CANTOS DE VIDA Y ESPERANZA
Si Azul... simboliza el comienzo de mi primavera, y Prosas profanas mi primavera plena, Cantos de Vida y Esperanza encierra las esencias y savias de mi otoño. He leído, no recuerdo ya de quién, el elogio del otoño; mas, ¿quién mejor que Hugo lo ha hecho con el encanto profundo de su selva lírica? La autumnal es la estación reflexiva. La naturaleza comunica su filosofía sin palabras, con sus hojas pálidas, sus cielos taciturnos, sus opacidades melancólicas. El ensueño se impregna de reflexión. El recuerdo ilumina con su interior luz apacible los más amables secretos de nuestra memoria. Respiramos, como a través de un aire mágico, el perfume de las antiguas rosas. La ilusión existe, mas su sonrisa es discreta. Adquiere el amor mismo cierta dulce gravedad. Esto no lo comprendieron muchos, que al aparecer Cantos de Vida y Esperanza echaron de menos el tono matinal de Azul... y la princesa que estaba triste en Prosas profanas, y los caprichos siglo XVIII, mis queridas y gentiles versallerías, los madrigales galantes y preciosos y todo lo que, en su tiempo, sirvió para renovar el gusto y la forma y el vocabulario, en nuestra poesía encajonada en lo pedagógico-clásico, anquisolada de siglo-de-oro, o apegada, cuando más, a las fórmulas prosaico-filosóficas o baritonantes y campanudas de maestros, aunque ilustres, limitados. Apenas Bécquer había traído su melodía a la germánica, aunque el gran Zorrilla imperase, Cid del Parnaso castellano, con su virtuosidad genial y castiza.

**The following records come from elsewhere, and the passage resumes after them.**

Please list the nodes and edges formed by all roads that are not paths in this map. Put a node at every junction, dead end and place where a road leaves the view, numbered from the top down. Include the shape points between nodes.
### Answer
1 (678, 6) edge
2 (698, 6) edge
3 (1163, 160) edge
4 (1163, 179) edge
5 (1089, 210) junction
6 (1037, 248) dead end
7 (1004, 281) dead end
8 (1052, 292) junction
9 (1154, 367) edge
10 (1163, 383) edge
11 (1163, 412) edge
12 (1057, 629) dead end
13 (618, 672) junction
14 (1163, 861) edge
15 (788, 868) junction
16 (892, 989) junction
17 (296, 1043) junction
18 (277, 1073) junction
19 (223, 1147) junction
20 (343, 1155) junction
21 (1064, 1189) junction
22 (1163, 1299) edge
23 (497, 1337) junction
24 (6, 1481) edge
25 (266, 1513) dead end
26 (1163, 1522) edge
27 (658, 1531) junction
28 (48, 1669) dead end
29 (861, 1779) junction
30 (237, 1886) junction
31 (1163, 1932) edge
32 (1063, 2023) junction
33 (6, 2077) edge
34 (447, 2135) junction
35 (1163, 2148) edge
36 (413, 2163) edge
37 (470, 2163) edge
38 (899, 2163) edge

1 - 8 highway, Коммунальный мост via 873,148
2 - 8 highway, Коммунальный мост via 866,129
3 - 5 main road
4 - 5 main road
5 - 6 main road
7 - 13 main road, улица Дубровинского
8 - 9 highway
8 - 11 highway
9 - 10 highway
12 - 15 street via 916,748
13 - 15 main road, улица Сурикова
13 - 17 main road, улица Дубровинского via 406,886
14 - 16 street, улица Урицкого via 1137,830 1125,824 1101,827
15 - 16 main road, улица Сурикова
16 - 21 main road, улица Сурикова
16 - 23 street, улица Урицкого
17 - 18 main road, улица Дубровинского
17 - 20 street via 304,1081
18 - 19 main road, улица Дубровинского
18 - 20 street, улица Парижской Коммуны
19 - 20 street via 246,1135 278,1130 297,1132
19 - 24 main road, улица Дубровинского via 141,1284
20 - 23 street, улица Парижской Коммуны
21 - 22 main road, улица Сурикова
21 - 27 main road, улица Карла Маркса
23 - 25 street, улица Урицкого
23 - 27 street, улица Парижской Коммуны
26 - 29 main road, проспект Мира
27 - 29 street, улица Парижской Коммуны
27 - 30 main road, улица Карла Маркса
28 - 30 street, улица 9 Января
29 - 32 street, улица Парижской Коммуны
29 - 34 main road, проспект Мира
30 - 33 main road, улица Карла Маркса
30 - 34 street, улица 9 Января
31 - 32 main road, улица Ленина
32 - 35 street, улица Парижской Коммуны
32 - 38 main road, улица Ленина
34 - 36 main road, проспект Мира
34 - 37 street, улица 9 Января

Al escribir Cantos de Vida y Esperanza yo había explorado no solamente el campo de poéticas extranjeras, sino también los cancioneros antiguos, la obra ya completa, ya fragmentaria de los primitivos de la poesía española, en los cuales encontré riqueza de expresión y de gracia que en vano se buscarán en harto celebrados autores de siglas más cercanos. A todo esto agregad un espíritu de modernidad con el cual me compenetraba en mis incursiones poliglóticas y cosmopolitas. En unas palabras liminares y en la introducción en endecasílabos se explica la índole del nuevo libro. La historia de una juventud llena de tristezas y de desilusión, a pesar de las primaverales sonrisas; la lucha por la existencia, desde el comienzo, sin apoyo familiar, ni ayuda de mano amiga; la sagrada y terrible fiebre de la lira; el culto del entusiasmo y de la sinceridad, contra las añagazas y traiciones del mundo, del demonio y de la carne; el poder dominante e invencible de los sentidos, en una idiosincrasia calentada a sol de trópico en sangre mezclada de español y chorotega o nagrandano; la simiente del catolicismo contrapuesta a un tempestuoso instinto pagano; complicado con la necesidad psicofisiológica de estimulantes modificadores del pensamiento, peligrosos combustibles, suprimidores de perspectivas afligentes, pero que ponen en riesgo la máquina cerebral y la vibrante túnica de los nervios. Mi optimismo se sobrepuso. Español de América y americano de España, canté, eligiendo como instrumento al hexámetro griego y latino, mi confianza y mi fe en el renacimiento de la vieja Hispania, en el propio solar y del otro lado del Océano, en el coro de naciones que hacen contrapeso en la balanza sentimental a la fuerte y osada raza del norte. Elegí el hexámetro por ser de tradición greco-latina y porque yo creo, después de haber estudiado el asunto, que en nuestro idioma, «malgré» la opinión de tantos catedráticos, hay sílabas largas y breves, y que lo que ha faltado es un análisis más hondo y musical de nuestra prosodia. Un buen lector hace advertir en seguida los correspondientes valores; y lo que han hecho Voss y otros en alemán, Longfellow y tantos en inglés, Carducci, D'Annunzio y otros en Italia, Villegas, el P. Martín y Eusebio Caro el colombiano, y todos los que cita Eugenio Mele en su trabajo sobre la Poesía bárbara en España, bien podíamos continuarlo otros, aristocratizando así nuevos pensares. Y bella y prácticamente lo ha demostrado después un poeta del valer de Marquina.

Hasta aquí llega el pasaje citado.